Tickets are free and tours run Monday-Friday 9am-6pm. Tickets for this tour can only be picked up the day of your tour only. Unless you are coming in with a large party, they are on a first come first serve basis. They open up the ticket booth 8 am and start handing out tickets until they run out. People will start lining up for tickets around 7:30.

When you get up to the booth, you can select what time you want to tickets for and request the number of tickets needed. They have a list of ticket times still available on the window. Not every needed to be present at the booth.  

Tickets holders can enter the gift shop about 30 minutes prior to the tour time. This allows everyone to get through security. It is similar to the airport with medial detectors, Xrays and the works.

The Bureau website says that tickets are required only through August 30th while they are remolding.
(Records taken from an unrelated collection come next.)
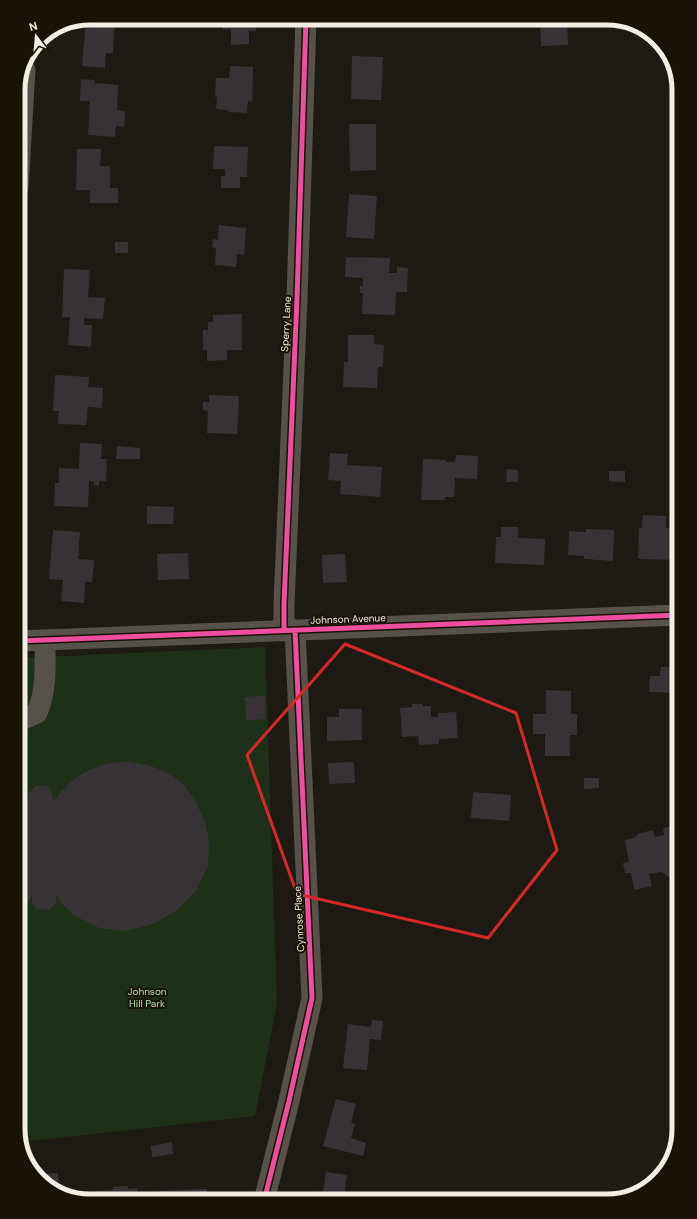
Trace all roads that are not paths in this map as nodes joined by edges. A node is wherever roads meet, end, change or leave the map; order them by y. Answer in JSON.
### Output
{"nodes":[{"id":1,"x":306,"y":25,"type":"edge"},
{"id":2,"x":672,"y":615,"type":"edge"},
{"id":3,"x":290,"y":630,"type":"junction"},
{"id":4,"x":45,"y":640,"type":"junction"},
{"id":5,"x":25,"y":641,"type":"edge"},
{"id":6,"x":25,"y":718,"type":"edge"},
{"id":7,"x":266,"y":1194,"type":"edge"}],
"edges":[{"from":1,"to":3,"type":"street","name":"Sperry Lane"},
{"from":2,"to":3,"type":"street","name":"Johnson Avenue"},
{"from":3,"to":4,"type":"street","name":"Johnson Avenue"},
{"from":3,"to":7,"type":"street","name":"Cynrose Place"},
{"from":4,"to":5,"type":"street","name":"Johnson Avenue"},
{"from":4,"to":6,"type":"street"}]}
At this point, I’m not sure if you can just walk in or not.

in line at the Bureau Of Engraving And Printing

The Bureau of Engraving and Printing Tour

The Tour takes you above the printing room floor. Everyone is gathered into a long hallway with windows on each side. Depending on the space and the crowd, you may be two people deep. In most cases, there is action on both sides of the room. It all depends on how much printing is happened that day. There are three different stops along the way, showing the process from start to finish.
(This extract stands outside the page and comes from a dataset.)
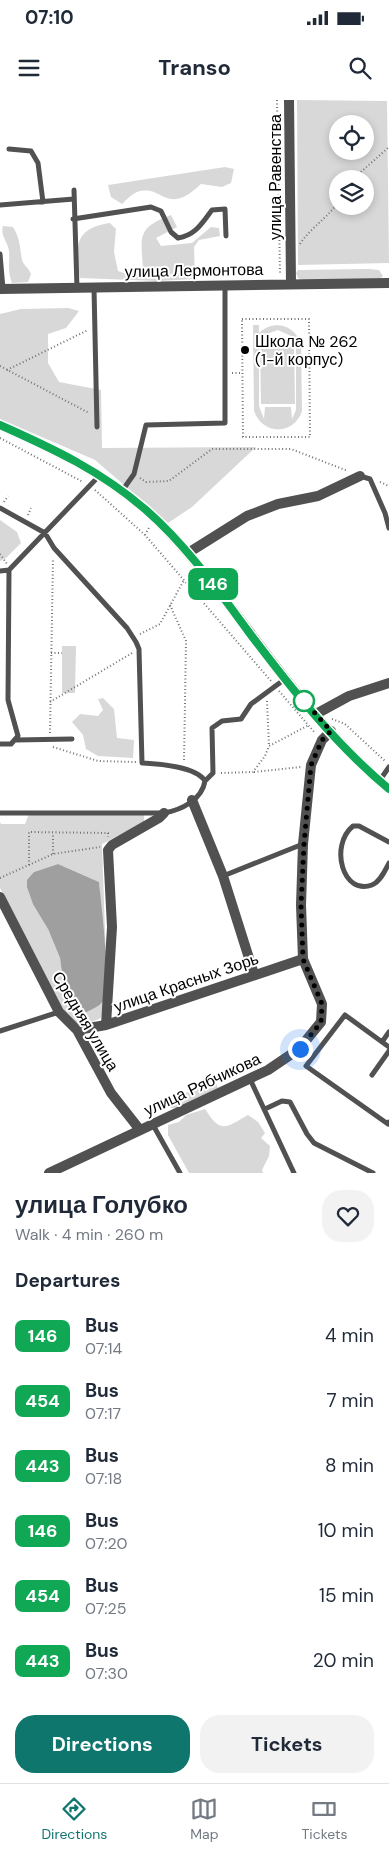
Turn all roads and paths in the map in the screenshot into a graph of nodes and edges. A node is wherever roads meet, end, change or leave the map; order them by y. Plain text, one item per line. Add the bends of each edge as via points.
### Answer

The process all starts with pre-cut sheets of paper. The paper enters the presses and receives layers of different specialty inks imprinted on them. Once the primary printing takes place, the sheets get stacked onto pallets and left to dry in a different room.

After a designated amount of time, they continue on to a second pass the employee’s pickup sheets of currency and rolls, drop and fluff up the sheets to get air in between each sheet. This way when they go through the presses again, there will not stick and jam the machines. At one point a worker was holding up over $200,000 in $5 bills and then used the top sheet to wipe the sweat from her brow.

After the last of the printing takes place, all of the money gets cut into its standard size and warped up into bricks, each containing 4 sleeves of 1000 bills. When they are printing $20, that’s $80,000 in bricks. What’s most surprising is that it only takes a handful of people on the printing room floor to create millions of dollars.

How Money Is Printed?

In the Washington DC location, they print $1’s, $2’s, $5’s, $10’s and $20’s. All the bills created are replacing old currency that’s moved out of circulation. Things like $2 bills are only made every few years because they don’t get circulated as much. But the rumor is, if you buy something at the food stand near the Jefferson Memorial, you’ll get change back in $2’s.

The Tour Restrictions

The printing of US Currency is one of the most guarded secrets and for good reason.  You are walking into one of the most secure buildings that cand hold up to 600 million dollars at any one time. Their security is no laughing matter.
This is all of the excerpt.